AQUELLA misma tarde, en una librería religiosa de la calle del Comercio, compró Fernando los Ejercicios espirituales de San Ignacio de Loyola.
Sentía al ir a su casa verdadero terror y espanto, creyendo que aquella obra iba a concluir de perturbarle la razón.
Llegó a casa, y en su cuarto se puso a leer el libro con detenimiento.
Creía que cada palabra y cada frase estampadas allí debían de ser un latigazo para su alma.
Poco a poco, a medida que avanzaba en la lectura, viendo que la obra no le producía el efecto esperado, dejó de leer y se propuso reflexionar y meditar en todas las frases aquellas, palabra por palabra.
Al día siguiente reanudó la lectura, y el libro le siguió pareciendo la producción de un pobre fanático ignorante y supersticioso.
A Fernando, que había leído el Eclesiastés, le parecían los pensamientos del oscuro hidalgo vascongado sencillas vulgaridades.
El infierno, en aquel librito, era el lugar tremebundo pintado por los artistas medievales, por donde se paseaba el demonio con su tridente y sus ojos llameantes y en donde los condenados se revolvían entre el humo y las llamas, gritando, aullando, en calderas de pez hirviente, lagos de azufre, montones de gusanos y de podredumbre.
Una página de Poe hubiera impresionado más a Fernando que toda aquella balumba terrorífica. Pero, a pesar de esto, había en el libro, fuera del elemento intelectual, pobre y sin energía, un fondo de voluntad, de fuerza; un ansia para conseguir dícha ultraterrena y apoderarse de ella, que Ossorio se sintió impulsado a seguir las recomendaciones del santo, si no al pie de la letra, al menos en su espíritu.

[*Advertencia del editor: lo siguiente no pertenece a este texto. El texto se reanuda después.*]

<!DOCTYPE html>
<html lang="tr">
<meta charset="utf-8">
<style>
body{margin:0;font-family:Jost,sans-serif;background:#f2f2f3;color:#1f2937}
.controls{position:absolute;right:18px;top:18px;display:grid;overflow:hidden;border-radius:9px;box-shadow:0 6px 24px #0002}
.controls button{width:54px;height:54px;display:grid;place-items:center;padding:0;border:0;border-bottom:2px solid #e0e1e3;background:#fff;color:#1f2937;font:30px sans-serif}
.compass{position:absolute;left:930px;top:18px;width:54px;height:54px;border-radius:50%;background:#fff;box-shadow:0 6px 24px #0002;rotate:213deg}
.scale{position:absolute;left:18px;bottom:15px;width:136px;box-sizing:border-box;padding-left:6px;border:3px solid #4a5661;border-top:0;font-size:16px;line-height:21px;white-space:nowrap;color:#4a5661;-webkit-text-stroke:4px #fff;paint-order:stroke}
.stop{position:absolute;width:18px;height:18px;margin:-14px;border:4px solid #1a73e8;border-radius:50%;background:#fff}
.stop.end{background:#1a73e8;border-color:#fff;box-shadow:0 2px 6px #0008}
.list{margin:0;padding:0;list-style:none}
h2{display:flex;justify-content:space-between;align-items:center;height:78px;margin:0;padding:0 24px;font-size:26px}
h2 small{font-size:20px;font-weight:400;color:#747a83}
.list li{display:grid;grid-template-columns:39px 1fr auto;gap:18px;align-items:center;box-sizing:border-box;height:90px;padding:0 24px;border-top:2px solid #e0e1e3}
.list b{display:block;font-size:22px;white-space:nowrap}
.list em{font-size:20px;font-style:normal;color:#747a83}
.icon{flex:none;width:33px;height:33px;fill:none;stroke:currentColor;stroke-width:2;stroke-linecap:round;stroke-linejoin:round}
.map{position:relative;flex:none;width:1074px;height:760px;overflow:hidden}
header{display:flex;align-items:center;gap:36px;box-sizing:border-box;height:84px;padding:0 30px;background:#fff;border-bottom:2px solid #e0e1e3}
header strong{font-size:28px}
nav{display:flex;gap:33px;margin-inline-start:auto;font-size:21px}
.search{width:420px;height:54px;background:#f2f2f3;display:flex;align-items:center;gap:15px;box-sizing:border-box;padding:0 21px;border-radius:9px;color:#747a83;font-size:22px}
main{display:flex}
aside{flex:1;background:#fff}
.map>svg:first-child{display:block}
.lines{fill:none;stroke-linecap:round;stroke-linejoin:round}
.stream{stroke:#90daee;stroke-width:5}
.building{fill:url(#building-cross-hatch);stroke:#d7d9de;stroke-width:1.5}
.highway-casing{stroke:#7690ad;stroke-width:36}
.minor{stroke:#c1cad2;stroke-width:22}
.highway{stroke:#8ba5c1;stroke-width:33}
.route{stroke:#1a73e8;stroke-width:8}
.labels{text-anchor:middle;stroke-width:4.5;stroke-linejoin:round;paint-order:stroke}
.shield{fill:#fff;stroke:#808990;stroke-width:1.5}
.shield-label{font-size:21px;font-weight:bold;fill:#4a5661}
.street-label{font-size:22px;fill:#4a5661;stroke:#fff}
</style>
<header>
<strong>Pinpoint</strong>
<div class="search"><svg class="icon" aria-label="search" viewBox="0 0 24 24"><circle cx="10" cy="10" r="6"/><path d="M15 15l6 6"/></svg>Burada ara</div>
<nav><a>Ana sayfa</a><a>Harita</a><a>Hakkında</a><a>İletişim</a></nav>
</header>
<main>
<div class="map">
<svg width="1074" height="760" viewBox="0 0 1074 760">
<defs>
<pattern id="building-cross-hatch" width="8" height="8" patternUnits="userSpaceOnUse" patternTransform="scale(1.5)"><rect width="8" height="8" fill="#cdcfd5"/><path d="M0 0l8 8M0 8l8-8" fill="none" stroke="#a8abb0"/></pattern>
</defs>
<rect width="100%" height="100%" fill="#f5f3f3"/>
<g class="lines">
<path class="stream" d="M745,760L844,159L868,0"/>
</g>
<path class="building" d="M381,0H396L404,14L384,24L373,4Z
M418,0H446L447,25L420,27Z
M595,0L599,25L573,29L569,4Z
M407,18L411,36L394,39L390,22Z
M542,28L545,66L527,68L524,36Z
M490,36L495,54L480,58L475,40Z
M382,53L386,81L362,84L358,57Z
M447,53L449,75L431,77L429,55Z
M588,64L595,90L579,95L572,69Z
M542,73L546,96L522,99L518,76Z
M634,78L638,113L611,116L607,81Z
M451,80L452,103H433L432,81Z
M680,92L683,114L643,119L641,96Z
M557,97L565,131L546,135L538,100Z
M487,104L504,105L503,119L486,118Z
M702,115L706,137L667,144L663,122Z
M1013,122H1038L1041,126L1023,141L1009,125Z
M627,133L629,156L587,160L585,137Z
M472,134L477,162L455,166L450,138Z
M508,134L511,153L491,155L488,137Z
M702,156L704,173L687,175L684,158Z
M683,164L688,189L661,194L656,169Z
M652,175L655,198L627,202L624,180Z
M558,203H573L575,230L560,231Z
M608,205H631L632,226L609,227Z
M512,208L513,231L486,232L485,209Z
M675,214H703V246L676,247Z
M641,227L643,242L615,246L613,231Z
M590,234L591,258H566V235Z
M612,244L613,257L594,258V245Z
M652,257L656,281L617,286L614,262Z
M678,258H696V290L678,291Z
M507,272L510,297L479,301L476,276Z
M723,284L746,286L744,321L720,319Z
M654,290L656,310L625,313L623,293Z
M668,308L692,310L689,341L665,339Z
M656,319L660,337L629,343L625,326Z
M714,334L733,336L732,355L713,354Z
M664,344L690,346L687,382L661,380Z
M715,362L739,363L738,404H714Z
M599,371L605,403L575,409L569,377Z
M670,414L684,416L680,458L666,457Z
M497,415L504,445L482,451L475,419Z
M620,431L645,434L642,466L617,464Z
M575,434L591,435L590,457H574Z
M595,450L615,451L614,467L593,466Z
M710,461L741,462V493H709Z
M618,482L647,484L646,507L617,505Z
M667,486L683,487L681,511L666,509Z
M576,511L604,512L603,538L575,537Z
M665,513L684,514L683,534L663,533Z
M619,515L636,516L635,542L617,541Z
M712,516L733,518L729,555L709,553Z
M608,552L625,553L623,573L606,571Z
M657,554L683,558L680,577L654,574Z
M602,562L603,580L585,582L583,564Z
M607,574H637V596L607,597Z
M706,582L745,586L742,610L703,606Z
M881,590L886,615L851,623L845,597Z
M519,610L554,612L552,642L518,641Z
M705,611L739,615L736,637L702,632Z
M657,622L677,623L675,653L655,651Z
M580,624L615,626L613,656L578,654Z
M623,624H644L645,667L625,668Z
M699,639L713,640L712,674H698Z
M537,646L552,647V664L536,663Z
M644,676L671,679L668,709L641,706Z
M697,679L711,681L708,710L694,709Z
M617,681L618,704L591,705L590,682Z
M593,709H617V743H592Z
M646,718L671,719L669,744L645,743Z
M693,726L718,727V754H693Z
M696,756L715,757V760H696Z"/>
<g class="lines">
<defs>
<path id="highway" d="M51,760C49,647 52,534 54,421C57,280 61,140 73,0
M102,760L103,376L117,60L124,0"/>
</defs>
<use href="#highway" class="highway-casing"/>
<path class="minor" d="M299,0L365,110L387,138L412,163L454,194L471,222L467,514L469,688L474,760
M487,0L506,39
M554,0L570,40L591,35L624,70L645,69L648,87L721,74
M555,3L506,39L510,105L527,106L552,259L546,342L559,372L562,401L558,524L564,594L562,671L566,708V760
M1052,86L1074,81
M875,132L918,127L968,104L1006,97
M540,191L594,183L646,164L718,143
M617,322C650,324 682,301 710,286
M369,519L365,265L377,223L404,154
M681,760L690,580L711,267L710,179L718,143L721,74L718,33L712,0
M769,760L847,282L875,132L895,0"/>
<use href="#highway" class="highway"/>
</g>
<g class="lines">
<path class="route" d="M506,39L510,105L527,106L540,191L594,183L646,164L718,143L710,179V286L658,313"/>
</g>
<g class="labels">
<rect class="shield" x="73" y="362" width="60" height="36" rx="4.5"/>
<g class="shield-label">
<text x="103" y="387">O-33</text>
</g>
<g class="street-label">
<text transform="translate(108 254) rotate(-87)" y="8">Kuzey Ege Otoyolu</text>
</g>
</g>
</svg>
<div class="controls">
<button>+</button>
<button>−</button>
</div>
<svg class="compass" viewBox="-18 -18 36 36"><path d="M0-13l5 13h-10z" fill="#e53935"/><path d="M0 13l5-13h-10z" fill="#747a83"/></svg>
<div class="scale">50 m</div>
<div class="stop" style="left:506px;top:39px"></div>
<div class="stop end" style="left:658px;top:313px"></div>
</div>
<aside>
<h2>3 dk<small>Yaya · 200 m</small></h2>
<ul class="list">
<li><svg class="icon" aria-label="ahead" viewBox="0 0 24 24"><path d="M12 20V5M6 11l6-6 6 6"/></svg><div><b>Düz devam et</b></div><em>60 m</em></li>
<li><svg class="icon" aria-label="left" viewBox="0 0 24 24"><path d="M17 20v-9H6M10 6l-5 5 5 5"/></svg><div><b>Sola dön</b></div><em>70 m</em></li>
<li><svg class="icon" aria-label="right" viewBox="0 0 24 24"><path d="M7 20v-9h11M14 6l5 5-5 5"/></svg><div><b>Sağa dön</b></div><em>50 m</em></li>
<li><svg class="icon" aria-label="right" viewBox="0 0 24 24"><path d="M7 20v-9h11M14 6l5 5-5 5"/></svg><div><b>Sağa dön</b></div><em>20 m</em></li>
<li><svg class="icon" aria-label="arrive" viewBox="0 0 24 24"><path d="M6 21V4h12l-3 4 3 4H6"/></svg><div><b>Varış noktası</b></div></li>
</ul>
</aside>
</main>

«¿Habré nacido yo para místico? —se preguntaba Fernando algunas veces. Quién sabe si estas locuras que he tenido no eran un aviso de la Providencia. Debo ser un espíritu religioso. Por eso, quizá, no me he podido adaptar a la vida. Busquemos el descubrir lo que hay en el fondo del alma; debajo de las preocupaciones; debajo de los pensamientos; más allá del dominio de las ideas.»
Y a medida que iban pasando los días tenía necesidad de sentir la fe que le atravesara el corazón como con una espada de oro.
Tenía, también, la necesidad de humillarse, de desahogar su pecho llorando, de suplicar a un poder sobrenatural, a algo que pudiera oírle, aunque no fuera personalizado.